No solo hechos históricos que todos conocemos sino también dolorosos y abrumadores acontecimientos de palpitante actualidad dan cuenta de la imposibilidad de razonar con el fanatismo. La Civilización Occidental se está quedando sin argumentos para encarar la tenebrosa organización que se ha creado en el Oriente Medio de tal manera que, con el estremecimiento que esta certeza nos produce, al parecer estamos cayendo en el abismo insondable de otra guerra de religión, cuyas causas son, sin duda, la reivindicación mística y cultural de unos pueblos que se han sentido, desde tiempos inmemoriales, agredidos, por una parte, y los intereses estratégico-económicos y de dominio de imprescindibles recursos naturales, por la otra.

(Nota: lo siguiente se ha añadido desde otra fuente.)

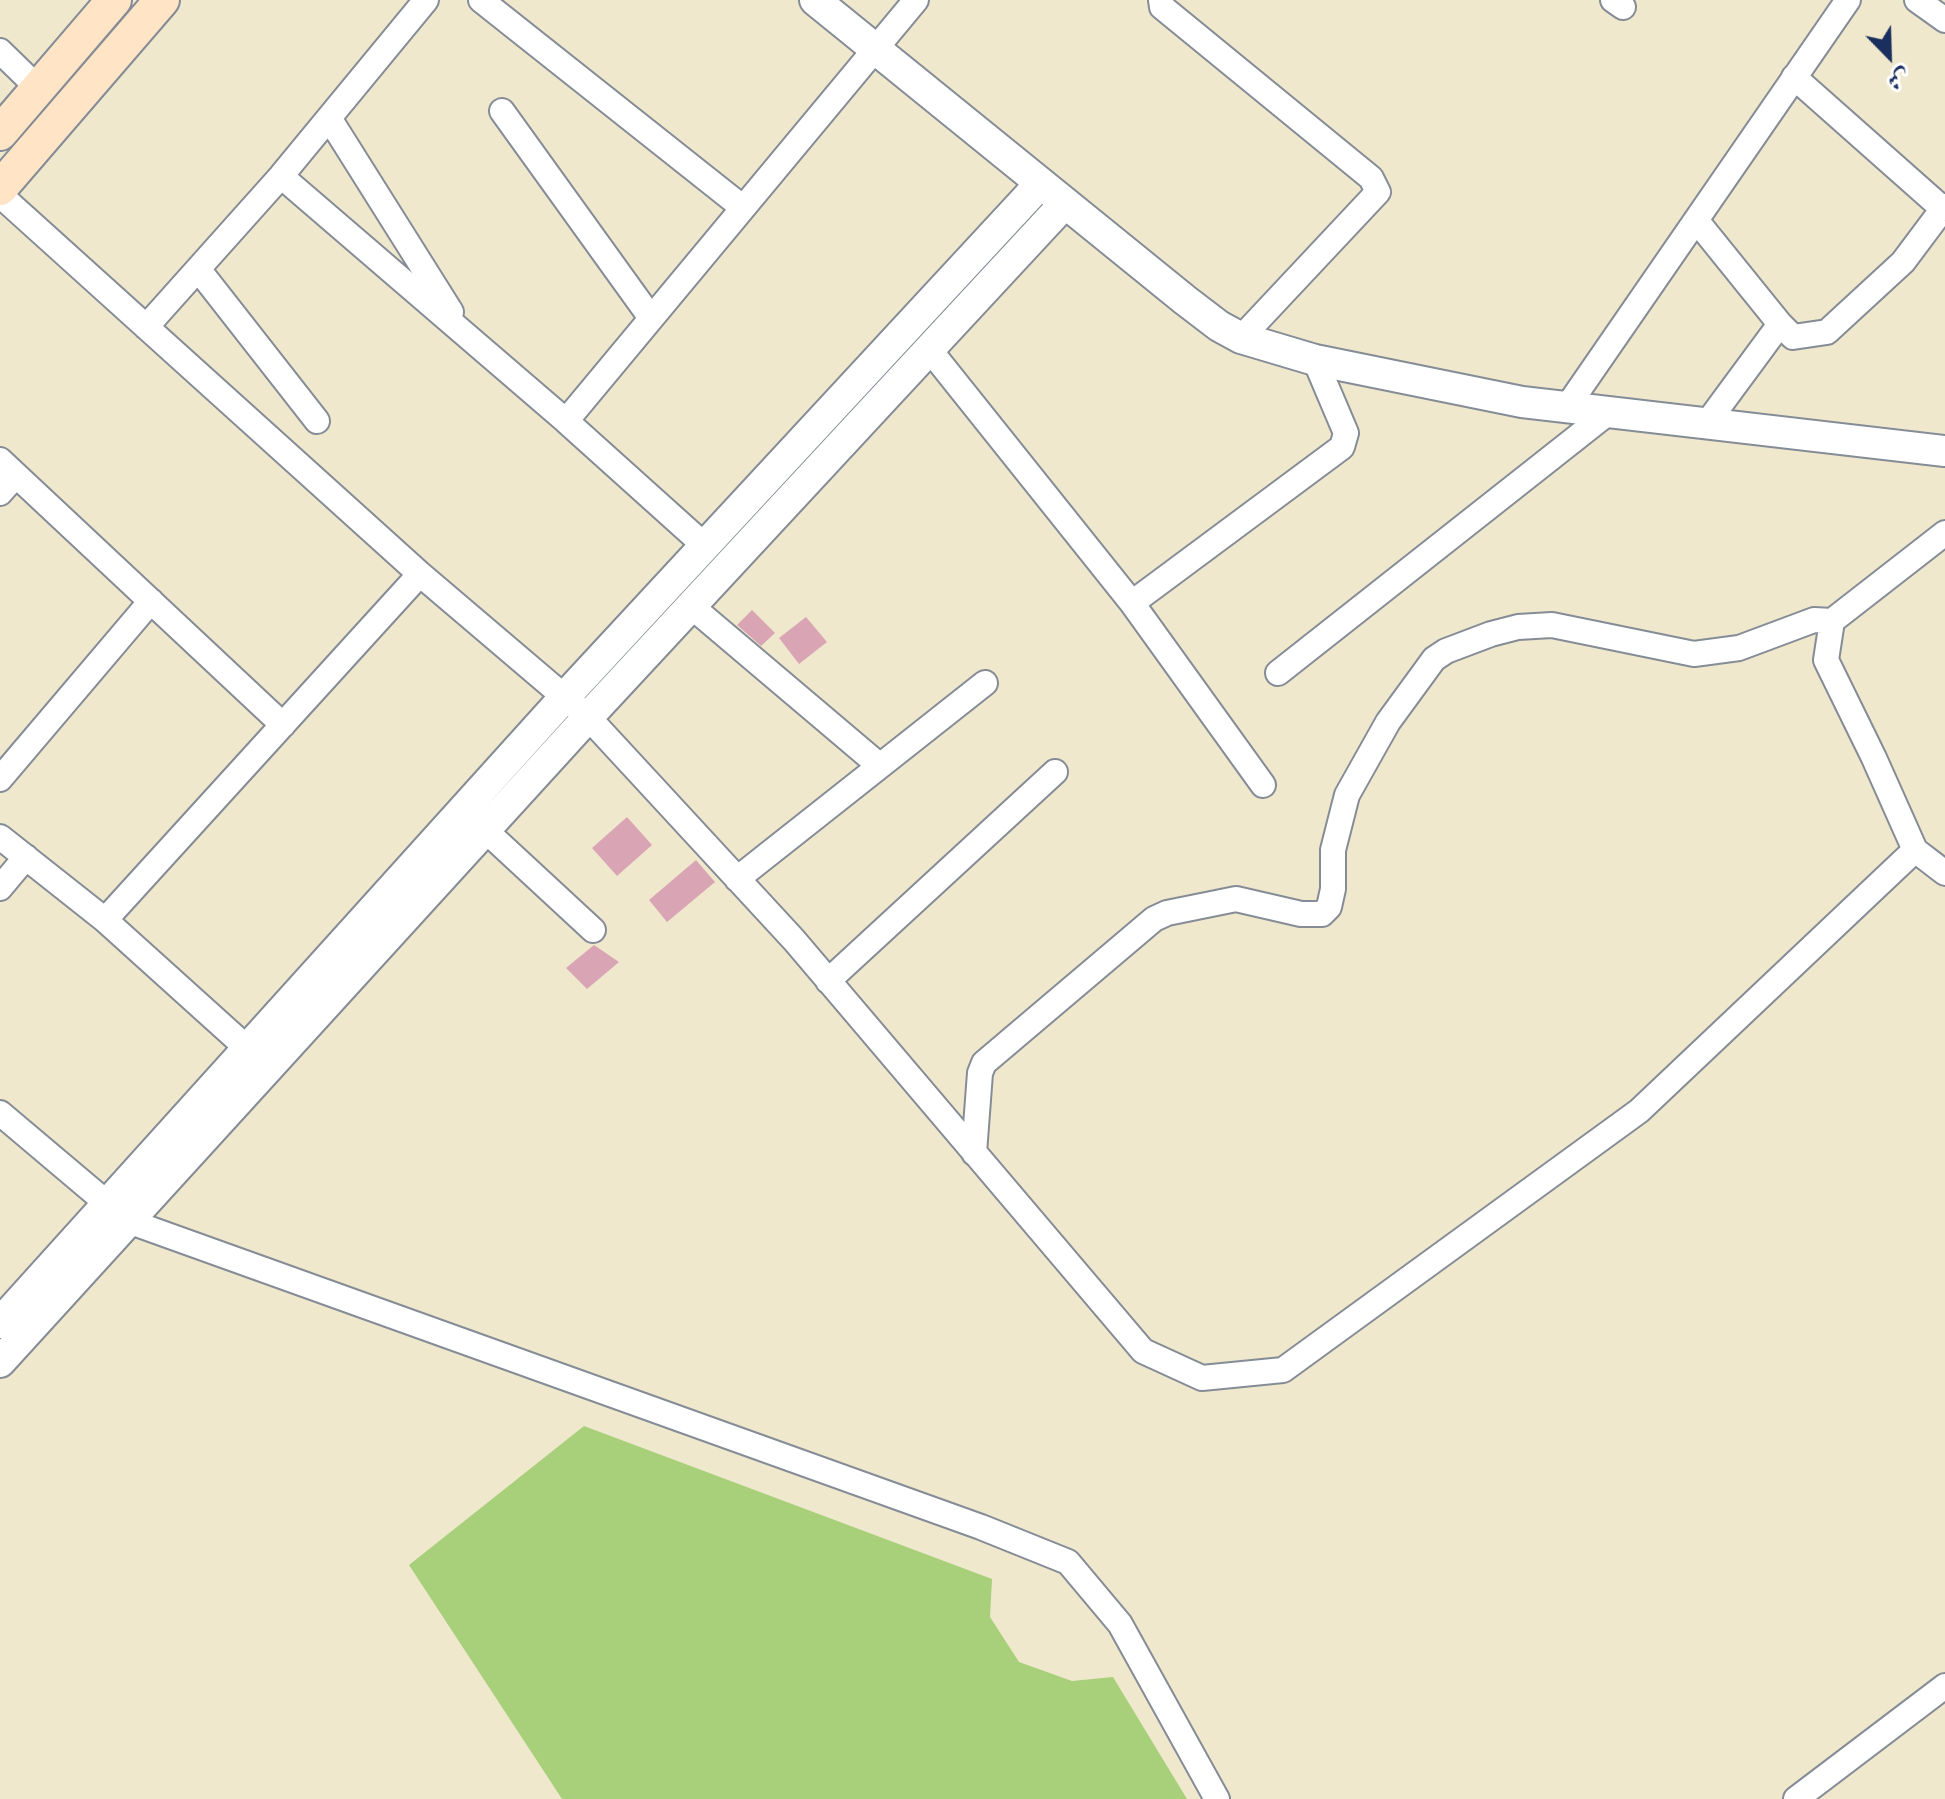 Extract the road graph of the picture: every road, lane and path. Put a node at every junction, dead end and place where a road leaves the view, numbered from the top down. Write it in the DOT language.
graph roads {
  1 [pos="114,0"];
  2 [pos="162,0"];
  3 [pos="426,0"];
  4 [pos="481,0"];
  5 [pos="815,0"];
  6 [pos="916,0"];
  7 [pos="1161,0"];
  8 [pos="1848,0"];
  9 [pos="1917,0"];
  10 [pos="1945,20"];
  11 [pos="878,49"];
  12 [pos="0,51"];
  13 [pos="1794,77"];
  14 [pos="38,88"];
  15 [pos="502,111"];
  16 [pos="329,118"];
  17 [pos="0,133"];
  18 [pos="281,176"];
  19 [pos="1040,184"];
  20 [pos="0,188"];
  21 [pos="0,195"];
  22 [pos="1065,203"];
  23 [pos="742,207"];
  24 [pos="1944,207"];
  25 [pos="1696,220"];
  26 [pos="198,269"];
  27 [pos="651,318"];
  28 [pos="1780,324"];
  29 [pos="146,327"];
  30 [pos="465,335"];
  31 [pos="1241,338"];
  32 [pos="929,349"];
  33 [pos="1315,360"];
  34 [pos="1567,407"];
  35 [pos="1609,412"];
  36 [pos="317,421"];
  37 [pos="566,421"];
  38 [pos="1707,423"];
  39 [pos="1945,451"];
  40 [pos="5,476"];
  41 [pos="1945,533"];
  42 [pos="705,546"];
  43 [pos="420,574"];
  44 [pos="151,601"];
  45 [pos="1132,603"];
  46 [pos="691,606"];
  47 [pos="1832,621"];
  48 [pos="1278,673"];
  49 [pos="985,683"];
  50 [pos="563,699"];
  51 [pos="588,717"];
  52 [pos="283,725"];
  53 [pos="880,766"];
  54 [pos="1055,772"];
  55 [pos="0,779"];
  56 [pos="1263,785"];
  57 [pos="485,830"];
  58 [pos="0,837"];
  59 [pos="1915,850"];
  60 [pos="26,857"];
  61 [pos="1945,873"];
  62 [pos="737,879"];
  63 [pos="0,888"];
  64 [pos="105,920"];
  65 [pos="593,930"];
  66 [pos="828,981"];
  67 [pos="248,1049"];
  68 [pos="0,1113"];
  69 [pos="974,1153"];
  70 [pos="118,1212"];
  71 [pos="0,1323"];
  72 [pos="0,1362"];
  73 [pos="1945,1686"];
  74 [pos="1217,1799"];
  75 [pos="1796,1799"];
  1 -- 14 [label="main road"];
  2 -- 20 [label="main road"];
  3 -- 16 [label="street"];
  4 -- 23 [label="street"];
  5 -- 11 [label="street"];
  6 -- 11 [label="street"];
  7 -- 31 [label="street"];
  8 -- 13 [label="street"];
  9 -- 10 [label="street"];
  11 -- 19 [label="street"];
  11 -- 23 [label="street"];
  12 -- 14 [label="street"];
  13 -- 24 [label="street"];
  13 -- 25 [label="street"];
  14 -- 17 [label="main road"];
  15 -- 27 [label="street"];
  16 -- 18 [label="street"];
  16 -- 30 [label="street"];
  18 -- 26 [label="street"];
  18 -- 30 [label="street"];
  19 -- 22 [label="street"];
  19 -- 42 [label="street"];
  21 -- 29 [label="street"];
  22 -- 31 [label="street"];
  22 -- 32 [label="street"];
  23 -- 27 [label="street"];
  24 -- 28 [label="street"];
  25 -- 28 [label="street"];
  25 -- 34 [label="street"];
  26 -- 29 [label="street"];
  26 -- 36 [label="street"];
  27 -- 37 [label="street"];
  28 -- 38 [label="street"];
  29 -- 43 [label="street"];
  30 -- 37 [label="street"];
  31 -- 33 [label="street"];
  32 -- 45 [label="street"];
  32 -- 46 [label="street"];
  33 -- 34 [label="street"];
  33 -- 45 [label="street"];
  34 -- 35 [label="street"];
  35 -- 38 [label="street"];
  35 -- 48 [label="street"];
  37 -- 42 [label="street"];
  38 -- 39 [label="street"];
  40 -- 44 [label="street"];
  41 -- 47 [label="street"];
  42 -- 50 [label="street"];
  43 -- 50 [label="street"];
  43 -- 52 [label="street"];
  44 -- 52 [label="street"];
  44 -- 55 [label="street"];
  45 -- 56 [label="street"];
  46 -- 51 [label="street"];
  46 -- 53 [label="street"];
  47 -- 59 [label="street"];
  47 -- 69 [label="street"];
  49 -- 53 [label="street"];
  50 -- 51 [label="street"];
  50 -- 67 [label="street"];
  51 -- 57 [label="street"];
  51 -- 62 [label="street"];
  52 -- 64 [label="street"];
  53 -- 62 [label="street"];
  54 -- 66 [label="street"];
  57 -- 65 [label="street"];
  57 -- 70 [label="street"];
  58 -- 60 [label="street"];
  59 -- 61 [label="street"];
  59 -- 69 [label="street"];
  60 -- 63 [label="street"];
  60 -- 64 [label="street"];
  62 -- 66 [label="street"];
  64 -- 67 [label="street"];
  66 -- 69 [label="street"];
  67 -- 70 [label="street"];
  68 -- 70 [label="street"];
  70 -- 71 [label="street"];
  70 -- 72 [label="street"];
  70 -- 74 [label="street"];
  73 -- 75 [label="street"];
}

Y de nuevo las víctimas serán y, de hecho ya son, el cúmulo de seres inocentes que, como ha podido verse, caen abatidos en el fuego cruzado de una agresión vesánica o que huyen despavoridos de  la tierra que los vio nacer, en un muchas veces fútil intento de salvar aunque sea sus atribuladas vidas.

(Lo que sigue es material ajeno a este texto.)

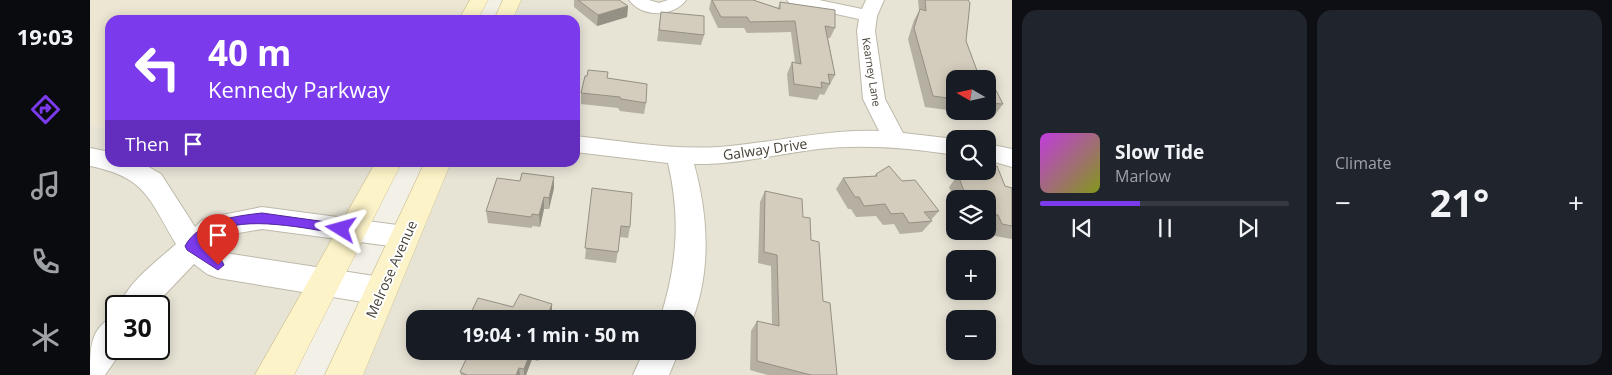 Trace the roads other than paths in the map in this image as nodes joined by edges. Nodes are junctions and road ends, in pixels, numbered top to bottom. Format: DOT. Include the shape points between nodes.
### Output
graph roads {
  1 [pos="478,0"];
  2 [pos="512,0"];
  3 [pos="638,0"];
  4 [pos="677,0"];
  5 [pos="796,0"];
  6 [pos="872,8"];
  7 [pos="470,15"];
  8 [pos="504,15"];
  9 [pos="896,140"];
  10 [pos="580,145"];
  11 [pos="946,146"];
  12 [pos="996,154"];
  13 [pos="679,156"];
  14 [pos="90,157"];
  15 [pos="1012,158"];
  16 [pos="105,160"];
  17 [pos="126,167"];
  18 [pos="386,167"];
  19 [pos="436,167"];
  20 [pos="352,230"];
  21 [pos="405,237"];
  22 [pos="192,246"];
  23 [pos="324,282"];
  24 [pos="381,291"];
  25 [pos="144,295"];
  26 [pos="679,310"];
  27 [pos="105,346"];
  28 [pos="658,360"];
  29 [pos="90,367"];
  30 [pos="274,375"];
  31 [pos="344,375"];
  32 [pos="651,375"];
  1 -- 7 [label="main road"];
  2 -- 8 [label="main road"];
  3 -- 4 [label="street" via="661,8 671,6"];
  5 -- 6 [label="street"];
  6 -- 9 [label="street, Kearney Lane" via="866,31 874,99"];
  9 -- 11 [label="street, Galway Drive"];
  9 -- 13 [label="street, Galway Drive" via="818,141 719,155"];
  10 -- 13 [label="street, Galway Drive"];
  12 -- 15 [label="street"];
  13 -- 26 [label="street" via="692,210 693,247 687,286"];
  14 -- 16 [label="street"];
  17 -- 22 [label="street" via="152,181"];
  18 -- 20 [label="main road"];
  19 -- 21 [label="main road, Melrose Avenue"];
  20 -- 21 [label="street"];
  20 -- 22 [label="street" via="262,218 238,220 212,228"];
  20 -- 23 [label="main road"];
  21 -- 24 [label="main road, Melrose Avenue"];
  22 -- 23 [label="street" via="218,265"];
  22 -- 25 [label="street"];
  23 -- 24 [label="street"];
  23 -- 30 [label="main road"];
  24 -- 31 [label="main road, Melrose Avenue"];
  27 -- 29 [label="street"];
  28 -- 32 [label="street"];
}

Así las cosas, una observación somera de lo anteriormente expuesto, todo ello asumido como su fuesen esos parámetros de medición y verificación a que hacíamos referencia, nos permite llegar a una conclusión inquietante: uno de los grandes enemigos de la humanidad es la pretensión que algunos se han arrogado, de hallarse en posesión de la verdad, especialmente referida a esa dimensión interior y personal que debiera ser el sentimiento espiritual. Esta presunción, adoptada no solamente desde la voluntad de un propósito de inspiración mística, del cual se quiere hacer partícipes a otros, ya sea a las buenas o las malas, sino también con soterradas intenciones, más utilitaristas que altruistas, sigue llevando, aún hoy, en los albores del nuevo milenio, a los seres humanos, por la senda oscura de la tragedia. No es claro de qué manera ha de proceder nuestra especie para sacudir un yugo semejante. Pero lo que hoy ocurre ante nuestros aterrados ojos, no solo en el Mundo Occidental sino también en esas otras latitudes agobiadas por la intolerancia, los preceptos que atentan contra la vida y la libertad y la agresión indiscriminada de quienes buscan adueñarse de sus recursos, tiene todo ello que constituir una señal de alerta, una alarma que resuena ya desde hace mucho, y que nos advierte a todos que avanzamos por un empinado despeñadero y que son imprevisibles las consecuencias que pudieran llegar a derivarse del actual estado de cosas. De nuevo se hace patente ante nosotros la urgente necesidad de promover un cambio significativo en nuestra conducta, que poco a poco vaya permeando a esas otras comunidades que hoy nos ven como enemigos y que induzca también en ellos una corrección de rumbo. No es fácil pensar que hemos de dejar de ser lo que hemos sido hasta hoy pero, bien mirado, no parece haber muchas alternativas. Deberemos llegar a la convicción de que nadie posee la verdad de manera absoluta y que lo que más nos dignifica como humanos es continuar en su permanente búsqueda. Solo así alcanzaremos la paz y la concordia que tanto nos hacen falta en estos afligidos tiempos.